• **Data shown**:
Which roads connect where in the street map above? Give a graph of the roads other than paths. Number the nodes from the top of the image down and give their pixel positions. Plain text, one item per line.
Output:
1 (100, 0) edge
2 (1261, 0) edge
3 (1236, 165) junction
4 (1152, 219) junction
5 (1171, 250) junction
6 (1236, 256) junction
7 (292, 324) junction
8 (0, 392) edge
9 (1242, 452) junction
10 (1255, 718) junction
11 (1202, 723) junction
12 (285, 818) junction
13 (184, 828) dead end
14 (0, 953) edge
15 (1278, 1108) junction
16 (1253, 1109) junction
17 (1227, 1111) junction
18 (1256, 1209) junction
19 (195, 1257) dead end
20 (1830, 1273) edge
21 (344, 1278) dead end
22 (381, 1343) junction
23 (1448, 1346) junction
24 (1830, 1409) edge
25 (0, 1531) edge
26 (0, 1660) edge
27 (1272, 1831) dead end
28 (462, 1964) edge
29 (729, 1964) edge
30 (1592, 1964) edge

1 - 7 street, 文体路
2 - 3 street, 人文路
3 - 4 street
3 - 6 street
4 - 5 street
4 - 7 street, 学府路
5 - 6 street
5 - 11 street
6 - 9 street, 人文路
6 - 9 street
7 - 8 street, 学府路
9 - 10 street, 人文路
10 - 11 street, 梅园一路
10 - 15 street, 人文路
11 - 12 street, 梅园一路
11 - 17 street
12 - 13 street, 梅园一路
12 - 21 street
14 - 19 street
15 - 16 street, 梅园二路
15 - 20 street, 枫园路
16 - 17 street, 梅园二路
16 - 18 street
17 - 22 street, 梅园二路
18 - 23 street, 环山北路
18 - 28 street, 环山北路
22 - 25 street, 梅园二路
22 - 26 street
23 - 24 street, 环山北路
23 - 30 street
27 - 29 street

• **Problem to work on**:
Would you filter the records and copy out each line containing "edge"?

• **Output of the task**:
1 (100, 0) edge
2 (1261, 0) edge
8 (0, 392) edge
14 (0, 953) edge
20 (1830, 1273) edge
24 (1830, 1409) edge
25 (0, 1531) edge
26 (0, 1660) edge
28 (462, 1964) edge
29 (729, 1964) edge
30 (1592, 1964) edge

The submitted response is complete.